SDLTM23080 - Reliefs: Group, reconstruction or acquisition relief
Group relief: Withdrawal: Occasions when relief not withdrawn: FA03/SCH7/PARA4 and 4ZA
Group relief is not withdrawn where the purchaser ceases to be a member of the same group as the vendor because the vendor leaves the group.
The vendor is regarded as leaving the group if the purchaser and vendor cease to be members of the same group due to a transaction relating to shares in either:
- the vendor
- another company that is above the vendor in the group structure and that, as a result of the transaction, ceases to be a member of the same group as the purchaser
In relation to the first condition and to the effect if the purchaser subsequently leaves the group, please see FA03/Sch7/para4ZA and guidance at SDLTM23081.
2) because of anything done for the purposes of, or in the course of, winding up the vendor or another company above the vendor in the group structure. A company is above the vendor in the group structure if the vendor (or another company above the vendor in the group structure) is a 75% subsidiary of the company.
3) as a result of an acquisition of shares by another company (the acquiring company) in relation to which FA86/S75 (stamp duty acquisition relief) applies, the conditions for relief under FA86/S75 are met immediately after that acquisition, the purchaser is a member of the same group as the acquiring company.
4) the purchaser ceases to be a member of the same group as the vendor as a result of the transfer of the whole or part of the vendor's business to another company in relation to which:
- FA97/S96 (stamp duty relief: demutualisation of insurance companies) applies
- the condition for relief under FA97/S96 are met
- immediately after that acquisition, the purchaser is a member of the same group as the acquiring company
However, if relief is not withdrawn because of an acquisition of shares or transfer of the vendor’s business, withdrawal of the relief may be considered if the purchaser ceases to be a member of the same group as the acquiring company:
- before the end of a period of three years beginning with the effective date of the relevant transaction
- in pursuance of, or in connection with, arrangements made before the end of a period of three years beginning with the effective date of the relevant transaction
For withdrawal of the relief to be considered at the time the purchaser ceases to be a member of the same group as the acquiring company, the purchaser (or a relevant associated company) must hold both:
- the chargeable interest that was acquired under the relevant transaction, or a chargeable interest derived from the chargeable interest acquired under the relevant land transaction (for example, if a headlease was acquired under the relevant land transaction, the reversion of a sublease granted out of that headlease would be a chargeable interest derived from the original chargeable interest)

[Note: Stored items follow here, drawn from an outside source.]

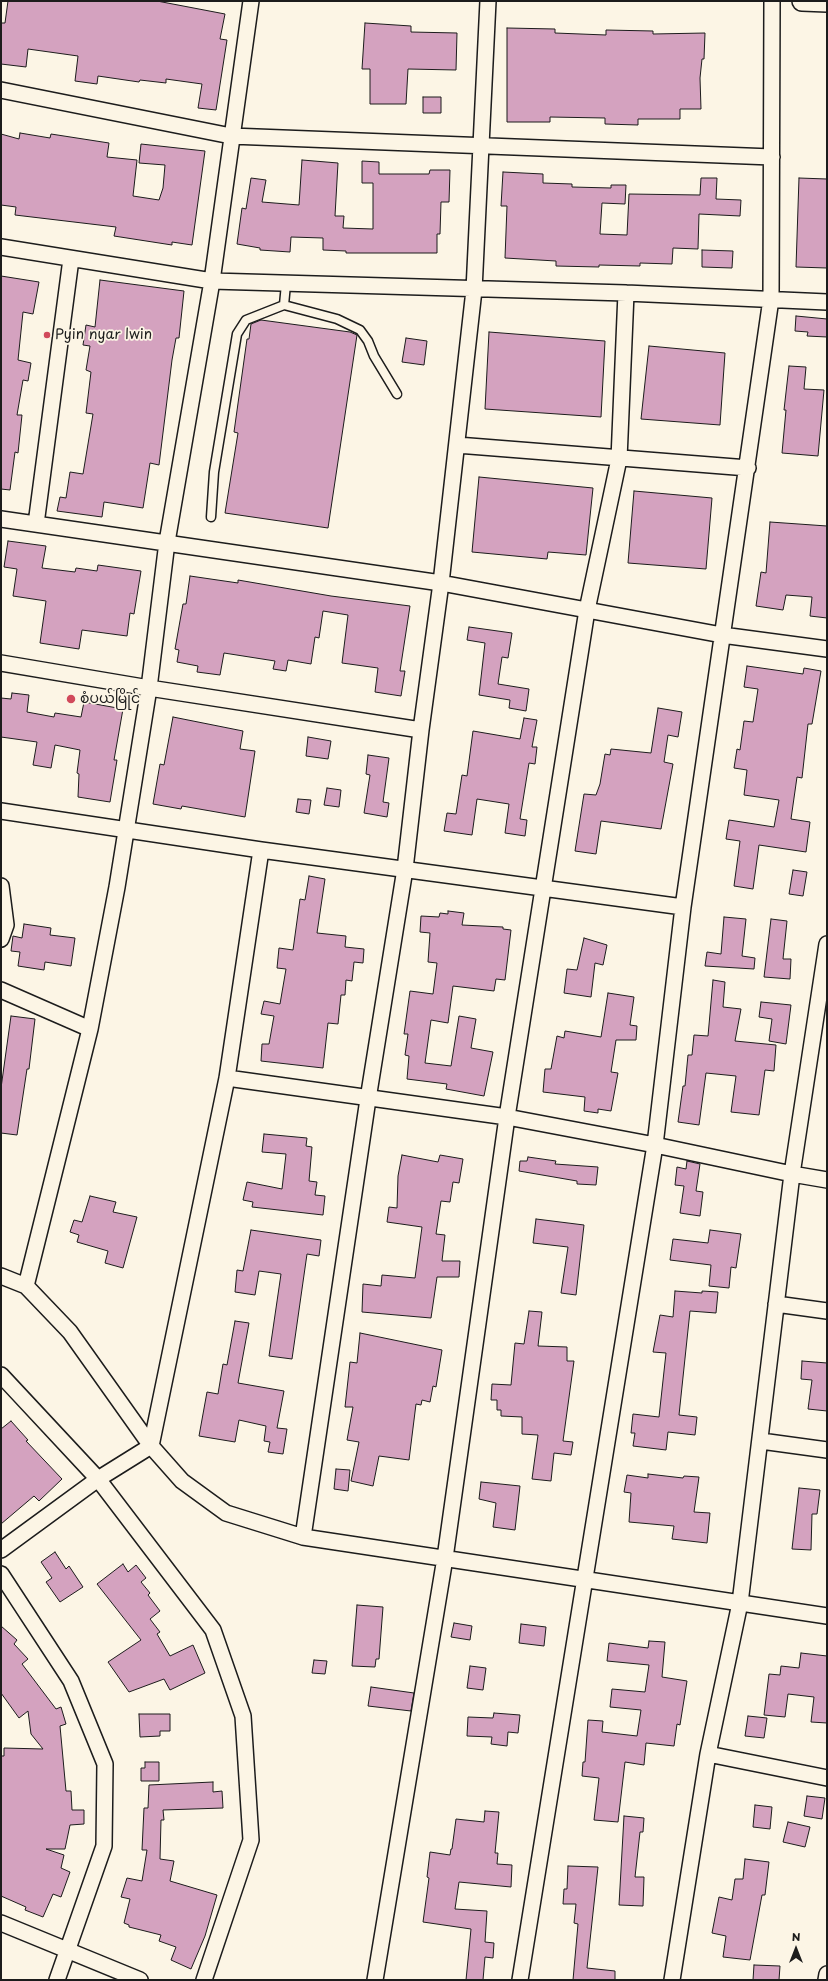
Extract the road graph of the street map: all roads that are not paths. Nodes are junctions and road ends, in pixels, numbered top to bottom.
1 (251, 1) edge
2 (488, 1) edge
3 (772, 1) edge
4 (802, 1) edge
5 (827, 2) edge
6 (1, 90) edge
7 (231, 136) junction
8 (482, 145) junction
9 (772, 157) junction
10 (1, 247) edge
11 (71, 259) junction
12 (212, 281) junction
13 (286, 284) junction
14 (474, 290) junction
15 (626, 294) junction
16 (771, 299) junction
17 (827, 302) edge
18 (284, 305) junction
19 (397, 394) dead end
20 (457, 445) junction
21 (618, 459) junction
22 (748, 468) junction
23 (211, 517) dead end
24 (1, 519) edge
25 (36, 524) junction
26 (167, 542) junction
27 (441, 583) junction
28 (587, 610) junction
29 (722, 635) junction
30 (827, 649) edge
31 (1, 663) edge
32 (149, 688) junction
33 (421, 730) junction
34 (1, 812) edge
35 (127, 829) junction
36 (261, 850) junction
37 (405, 869) junction
38 (1, 886) edge
39 (543, 888) junction
40 (683, 907) junction
41 (1, 939) edge
42 (827, 944) edge
43 (1, 990) edge
44 (90, 1029) junction
45 (227, 1078) junction
46 (368, 1099) junction
47 (507, 1117) junction
48 (655, 1145) junction
49 (792, 1174) junction
50 (827, 1180) edge
51 (1, 1276) edge
52 (26, 1286) junction
53 (776, 1304) junction
54 (827, 1311) edge
55 (1, 1375) edge
56 (761, 1441) junction
57 (151, 1446) junction
58 (827, 1450) edge
59 (98, 1479) junction
60 (303, 1537) junction
61 (1, 1550) edge
62 (445, 1558) junction
63 (1, 1574) edge
64 (584, 1578) junction
65 (740, 1603) junction
66 (827, 1616) edge
67 (708, 1754) junction
68 (827, 1778) edge
69 (1, 1923) edge
70 (68, 1951) junction
71 (827, 1974) edge
72 (57, 1980) edge
73 (140, 1980) edge
74 (204, 1980) edge
75 (375, 1980) edge
76 (520, 1980) edge
77 (672, 1980) edge
78 (826, 1980) edge

1 - 7 street
2 - 8 street
3 - 9 street
4 - 5 street
6 - 7 street
7 - 8 street
7 - 12 street
8 - 9 street
8 - 14 street
9 - 16 street
10 - 11 street
11 - 12 street
11 - 25 street
12 - 13 street
12 - 26 street
13 - 14 street
13 - 18 lane
14 - 15 street
14 - 20 street
15 - 16 street
15 - 21 street
16 - 17 street
16 - 22 street
18 - 19 lane
18 - 23 lane
20 - 21 street
20 - 27 street
21 - 22 street
21 - 28 street
22 - 29 street
24 - 25 street
25 - 26 street
26 - 27 street
26 - 32 street
27 - 28 street
27 - 33 street
28 - 29 street
28 - 39 street
29 - 30 street
29 - 40 street
31 - 32 street
32 - 33 street
32 - 35 street
33 - 37 street
34 - 35 street
35 - 36 street
35 - 44 street
36 - 37 street
36 - 45 street
37 - 39 street
37 - 46 street
38 - 41 street
39 - 40 street
39 - 47 street
40 - 48 street
42 - 49 street
43 - 44 street
44 - 52 street
45 - 46 street
45 - 57 street
46 - 47 street
46 - 60 street
47 - 48 street
47 - 62 street
48 - 49 street
48 - 64 street
49 - 50 street
49 - 53 street
51 - 52 street
52 - 57 street
53 - 54 street
53 - 56 street
55 - 59 street
56 - 58 street
56 - 65 street
57 - 59 street
57 - 60 street
59 - 61 street
59 - 74 street
60 - 62 street
62 - 64 street
62 - 75 street
63 - 70 street
64 - 65 street
64 - 76 street
65 - 66 street
65 - 67 street
67 - 68 street
67 - 77 street
69 - 70 street
70 - 72 street
70 - 73 street
71 - 78 street

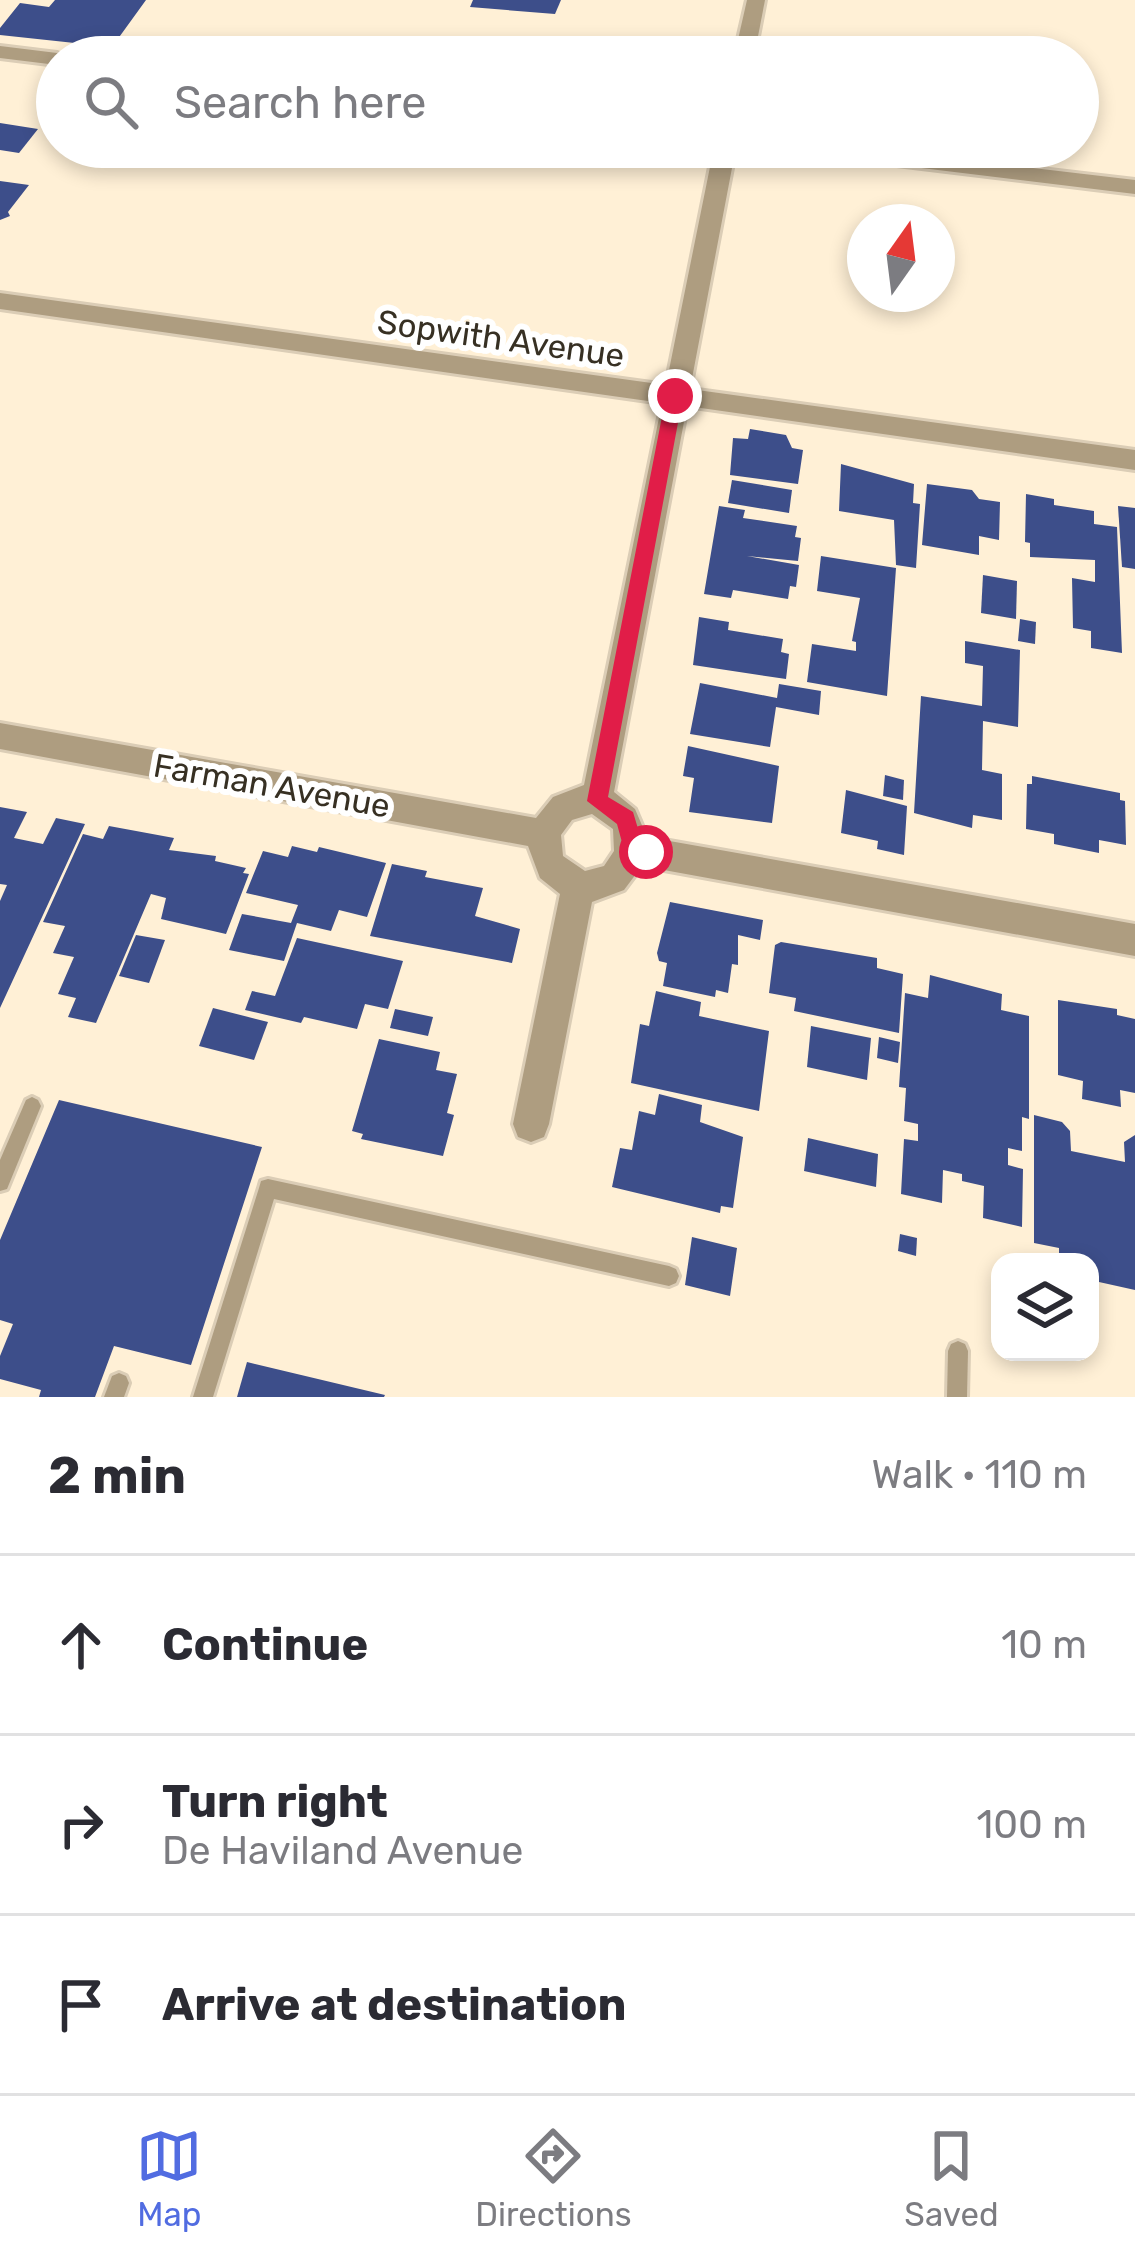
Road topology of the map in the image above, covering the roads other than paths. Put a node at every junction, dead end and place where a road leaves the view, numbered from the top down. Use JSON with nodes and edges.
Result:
{"nodes":[{"id":1,"x":755,"y":0,"type":"edge"},
{"id":2,"x":748,"y":36,"type":"edge"},
{"id":3,"x":0,"y":52,"type":"edge"},
{"id":4,"x":36,"y":56,"type":"edge"},
{"id":5,"x":721,"y":168,"type":"edge"},
{"id":6,"x":975,"y":168,"type":"edge"},
{"id":7,"x":1135,"y":187,"type":"edge"},
{"id":8,"x":0,"y":301,"type":"edge"},
{"id":9,"x":675,"y":396,"type":"junction"},
{"id":10,"x":1135,"y":460,"type":"edge"},
{"id":11,"x":0,"y":736,"type":"edge"},
{"id":12,"x":597,"y":801,"type":"junction"},
{"id":13,"x":543,"y":834,"type":"junction"},
{"id":14,"x":634,"y":850,"type":"junction"},
{"id":15,"x":579,"y":884,"type":"junction"},
{"id":16,"x":1135,"y":940,"type":"edge"},
{"id":17,"x":32,"y":1106,"type":"dead end"},
{"id":18,"x":531,"y":1124,"type":"dead end"},
{"id":19,"x":0,"y":1183,"type":"edge"},
{"id":20,"x":669,"y":1276,"type":"dead end"},
{"id":21,"x":958,"y":1351,"type":"dead end"},
{"id":22,"x":203,"y":1397,"type":"edge"},
{"id":23,"x":957,"y":1397,"type":"edge"}],
"edges":[{"from":1,"to":2,"type":"street"},
{"from":3,"to":4,"type":"street"},
{"from":5,"to":9,"type":"street"},
{"from":6,"to":7,"type":"street"},
{"from":8,"to":9,"type":"street","name":"Sopwith Avenue"},
{"from":9,"to":10,"type":"street","name":"Sopwith Avenue"},
{"from":9,"to":12,"type":"street"},
{"from":11,"to":13,"type":"street","name":"Farman Avenue"},
{"from":12,"to":13,"type":"street"},
{"from":12,"to":14,"type":"street"},
{"from":13,"to":15,"type":"street"},
{"from":14,"to":15,"type":"street"},
{"from":14,"to":16,"type":"street"},
{"from":15,"to":18,"type":"street"},
{"from":17,"to":19,"type":"lane"},
{"from":20,"to":22,"type":"lane"},
{"from":21,"to":23,"type":"lane"}]}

- the chargeable interest has not subsequently been acquired at market value by means of a chargeable transaction where group relief was available but was not claimed
For the purposes of withdrawal of group relief, a relevant associated company is a company that is a member of the same group as the purchaser that ceases to be a member of the same group as the company acquiring the shares or business in consequence of the purchaser ceasing to be a member.